Understanding Helm Templates and Utilizing YQ for YAML Parsing Mastery

This week I've been finishing up a task that involves updating our CI/CD pipeline to make use of a feature available in the newest release of the Open Telemetry Collector to validate configuration files. In doing so, I got a chance to get up close and personal with Helm templating and see how the sausage (a generated K8s manifest) was made.

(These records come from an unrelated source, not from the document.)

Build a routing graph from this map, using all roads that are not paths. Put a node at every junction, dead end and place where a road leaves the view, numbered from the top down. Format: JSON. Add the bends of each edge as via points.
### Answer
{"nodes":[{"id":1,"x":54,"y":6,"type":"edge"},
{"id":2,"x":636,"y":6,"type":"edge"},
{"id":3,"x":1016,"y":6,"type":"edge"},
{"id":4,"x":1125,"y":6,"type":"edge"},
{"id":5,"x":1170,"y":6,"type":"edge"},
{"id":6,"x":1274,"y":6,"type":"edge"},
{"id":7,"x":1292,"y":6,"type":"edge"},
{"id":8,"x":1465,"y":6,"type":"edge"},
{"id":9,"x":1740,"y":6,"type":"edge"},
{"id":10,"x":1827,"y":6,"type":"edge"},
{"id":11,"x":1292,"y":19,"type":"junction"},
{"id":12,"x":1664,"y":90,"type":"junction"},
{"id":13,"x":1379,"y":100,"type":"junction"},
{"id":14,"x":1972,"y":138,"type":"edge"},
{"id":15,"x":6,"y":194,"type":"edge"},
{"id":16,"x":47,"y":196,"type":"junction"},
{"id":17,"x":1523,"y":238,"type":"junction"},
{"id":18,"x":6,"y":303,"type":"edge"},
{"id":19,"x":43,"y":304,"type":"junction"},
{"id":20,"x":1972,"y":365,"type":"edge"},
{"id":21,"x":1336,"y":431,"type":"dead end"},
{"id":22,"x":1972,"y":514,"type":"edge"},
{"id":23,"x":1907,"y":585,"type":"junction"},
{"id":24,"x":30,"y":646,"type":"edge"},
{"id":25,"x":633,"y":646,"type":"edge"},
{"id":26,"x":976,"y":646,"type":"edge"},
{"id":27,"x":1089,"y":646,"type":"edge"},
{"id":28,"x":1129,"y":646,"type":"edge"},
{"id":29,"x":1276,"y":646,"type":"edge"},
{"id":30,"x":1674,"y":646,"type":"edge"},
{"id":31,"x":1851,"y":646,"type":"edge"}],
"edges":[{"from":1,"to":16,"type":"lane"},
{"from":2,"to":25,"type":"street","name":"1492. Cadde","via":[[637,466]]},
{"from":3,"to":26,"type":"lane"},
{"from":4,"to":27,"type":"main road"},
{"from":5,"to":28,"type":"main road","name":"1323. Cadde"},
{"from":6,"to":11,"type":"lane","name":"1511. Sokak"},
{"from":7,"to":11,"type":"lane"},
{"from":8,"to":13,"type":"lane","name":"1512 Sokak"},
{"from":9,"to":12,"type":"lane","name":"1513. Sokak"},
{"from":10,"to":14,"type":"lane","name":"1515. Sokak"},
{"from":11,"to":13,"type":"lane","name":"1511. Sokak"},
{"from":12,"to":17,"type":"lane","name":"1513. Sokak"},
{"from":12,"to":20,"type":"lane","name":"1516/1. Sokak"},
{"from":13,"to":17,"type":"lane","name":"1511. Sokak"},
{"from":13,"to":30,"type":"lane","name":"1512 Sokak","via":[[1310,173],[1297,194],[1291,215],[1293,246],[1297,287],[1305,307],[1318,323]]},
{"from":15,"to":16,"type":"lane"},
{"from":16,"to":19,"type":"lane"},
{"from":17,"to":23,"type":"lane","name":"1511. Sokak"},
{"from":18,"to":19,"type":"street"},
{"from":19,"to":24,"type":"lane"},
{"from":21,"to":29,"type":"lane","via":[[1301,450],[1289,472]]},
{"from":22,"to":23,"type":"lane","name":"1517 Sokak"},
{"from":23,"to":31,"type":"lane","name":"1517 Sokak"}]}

In doing so, I also learned a cool trick with the tool yq which allowed me to extract a specific set of data from a YAML file.

Come along with me and learn how I learned to decipher the flow of data and variables in the Helm chart, and learn how I used yq to extract exactly the data I need from a pile of YAML.


Background

My team runs a couple of open telemetry collectors (OTCs) to ingest a bunch of telemetry.

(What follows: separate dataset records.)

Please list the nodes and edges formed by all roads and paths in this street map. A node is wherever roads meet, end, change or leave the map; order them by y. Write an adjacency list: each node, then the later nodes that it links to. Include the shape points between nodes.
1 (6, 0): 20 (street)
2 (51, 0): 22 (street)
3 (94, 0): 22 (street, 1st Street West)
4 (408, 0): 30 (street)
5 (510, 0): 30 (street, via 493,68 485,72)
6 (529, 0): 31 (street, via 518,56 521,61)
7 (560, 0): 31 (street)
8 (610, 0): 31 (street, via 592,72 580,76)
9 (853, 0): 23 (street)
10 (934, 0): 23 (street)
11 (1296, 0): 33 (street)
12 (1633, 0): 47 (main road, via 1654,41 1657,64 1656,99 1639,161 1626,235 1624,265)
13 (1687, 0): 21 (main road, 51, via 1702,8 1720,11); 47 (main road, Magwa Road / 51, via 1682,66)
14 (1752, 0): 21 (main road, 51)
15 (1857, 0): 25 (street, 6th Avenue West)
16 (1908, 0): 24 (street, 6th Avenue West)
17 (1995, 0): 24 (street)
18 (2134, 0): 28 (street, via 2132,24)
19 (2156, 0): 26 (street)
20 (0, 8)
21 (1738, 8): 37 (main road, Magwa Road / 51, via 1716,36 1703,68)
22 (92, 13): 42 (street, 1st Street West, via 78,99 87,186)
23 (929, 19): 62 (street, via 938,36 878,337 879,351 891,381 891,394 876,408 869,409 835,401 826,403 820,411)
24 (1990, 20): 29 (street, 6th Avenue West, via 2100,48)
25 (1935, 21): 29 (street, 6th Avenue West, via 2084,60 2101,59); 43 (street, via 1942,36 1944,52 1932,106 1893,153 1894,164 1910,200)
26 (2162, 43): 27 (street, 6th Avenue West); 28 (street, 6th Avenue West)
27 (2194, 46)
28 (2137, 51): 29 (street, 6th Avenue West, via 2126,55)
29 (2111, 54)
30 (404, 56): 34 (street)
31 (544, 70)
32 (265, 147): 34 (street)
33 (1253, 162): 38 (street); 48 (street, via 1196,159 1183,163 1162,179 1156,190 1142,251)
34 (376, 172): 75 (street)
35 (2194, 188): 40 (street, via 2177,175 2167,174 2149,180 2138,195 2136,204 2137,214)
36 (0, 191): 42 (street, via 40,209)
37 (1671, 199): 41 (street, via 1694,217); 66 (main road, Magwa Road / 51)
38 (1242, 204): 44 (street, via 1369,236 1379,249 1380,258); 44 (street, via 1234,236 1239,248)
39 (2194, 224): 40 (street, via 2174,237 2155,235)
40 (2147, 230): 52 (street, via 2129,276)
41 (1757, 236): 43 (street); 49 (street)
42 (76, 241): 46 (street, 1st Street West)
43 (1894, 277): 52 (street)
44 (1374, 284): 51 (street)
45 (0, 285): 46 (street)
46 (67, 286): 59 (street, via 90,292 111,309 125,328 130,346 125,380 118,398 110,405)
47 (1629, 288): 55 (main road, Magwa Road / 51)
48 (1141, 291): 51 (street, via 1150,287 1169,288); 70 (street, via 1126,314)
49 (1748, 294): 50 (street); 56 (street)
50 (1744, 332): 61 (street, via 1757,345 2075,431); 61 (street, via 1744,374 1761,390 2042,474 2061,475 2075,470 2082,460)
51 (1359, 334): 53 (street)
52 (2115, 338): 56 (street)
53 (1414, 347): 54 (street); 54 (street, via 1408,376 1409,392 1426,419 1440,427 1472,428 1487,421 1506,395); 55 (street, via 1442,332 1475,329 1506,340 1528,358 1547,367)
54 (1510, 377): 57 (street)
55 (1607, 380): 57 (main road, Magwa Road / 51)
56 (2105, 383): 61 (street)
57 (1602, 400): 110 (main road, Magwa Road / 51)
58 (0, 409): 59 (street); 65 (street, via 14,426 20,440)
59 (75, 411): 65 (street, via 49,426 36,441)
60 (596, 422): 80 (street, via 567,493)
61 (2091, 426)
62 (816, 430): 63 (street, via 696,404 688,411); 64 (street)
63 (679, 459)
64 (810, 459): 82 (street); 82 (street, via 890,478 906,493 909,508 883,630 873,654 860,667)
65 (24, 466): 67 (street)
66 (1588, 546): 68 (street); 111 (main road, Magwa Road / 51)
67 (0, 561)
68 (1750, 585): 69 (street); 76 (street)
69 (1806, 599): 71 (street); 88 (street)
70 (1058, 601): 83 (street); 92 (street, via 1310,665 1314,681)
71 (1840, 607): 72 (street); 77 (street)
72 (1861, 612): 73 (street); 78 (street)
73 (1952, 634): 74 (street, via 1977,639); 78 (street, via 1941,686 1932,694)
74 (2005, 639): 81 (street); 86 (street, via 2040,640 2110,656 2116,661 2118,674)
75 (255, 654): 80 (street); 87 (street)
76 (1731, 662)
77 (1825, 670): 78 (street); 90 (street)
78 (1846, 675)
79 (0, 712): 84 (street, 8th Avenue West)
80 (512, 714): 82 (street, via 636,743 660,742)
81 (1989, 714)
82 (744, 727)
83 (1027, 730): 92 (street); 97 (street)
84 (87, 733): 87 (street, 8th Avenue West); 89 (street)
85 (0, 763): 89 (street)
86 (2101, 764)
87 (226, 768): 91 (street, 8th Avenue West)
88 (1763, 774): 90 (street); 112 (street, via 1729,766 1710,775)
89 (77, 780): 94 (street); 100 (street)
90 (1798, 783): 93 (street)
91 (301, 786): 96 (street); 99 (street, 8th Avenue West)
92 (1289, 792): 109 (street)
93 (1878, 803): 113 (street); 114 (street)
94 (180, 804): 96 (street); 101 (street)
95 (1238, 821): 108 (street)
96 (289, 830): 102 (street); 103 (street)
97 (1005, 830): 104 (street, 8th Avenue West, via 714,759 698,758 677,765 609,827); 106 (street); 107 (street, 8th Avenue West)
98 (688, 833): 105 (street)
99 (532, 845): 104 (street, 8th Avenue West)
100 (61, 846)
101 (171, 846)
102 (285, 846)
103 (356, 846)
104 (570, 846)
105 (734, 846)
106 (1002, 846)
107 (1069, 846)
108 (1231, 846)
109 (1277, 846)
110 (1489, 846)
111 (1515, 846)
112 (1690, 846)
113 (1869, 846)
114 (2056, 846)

  1. These OTCs read their config from a configuration file before starting up and doing their job of collecting whatever they're meant to collect.

  2. The configuration files are built (per environment) and passed in at deploy time by the CI/CD pipeline as the last step.

    1. The configuration files are built by Helm and are passed in as a Helm chart.

Open Telemetry Collector Configuration files look like this:

However, a smol hitch with this setup when used with Helm templating is that (1) the configuration files passed in at deploy-time are specific for the environment (i.e. staging might have a different config than public) and (2) we don't catch a bad config until it's too late (when it's deploy time).

Goal

To update our CI/CD pipeline so that we can validate our configuration files to catch errors early, preferably on a PR whenever the configuration files (or underlying template files) are changed.

Support

One thing that helps us on this quest was the (at the time) pending v0.80 release of the Open Telemetry Collector which would bring support for the validate command to validate configuration files.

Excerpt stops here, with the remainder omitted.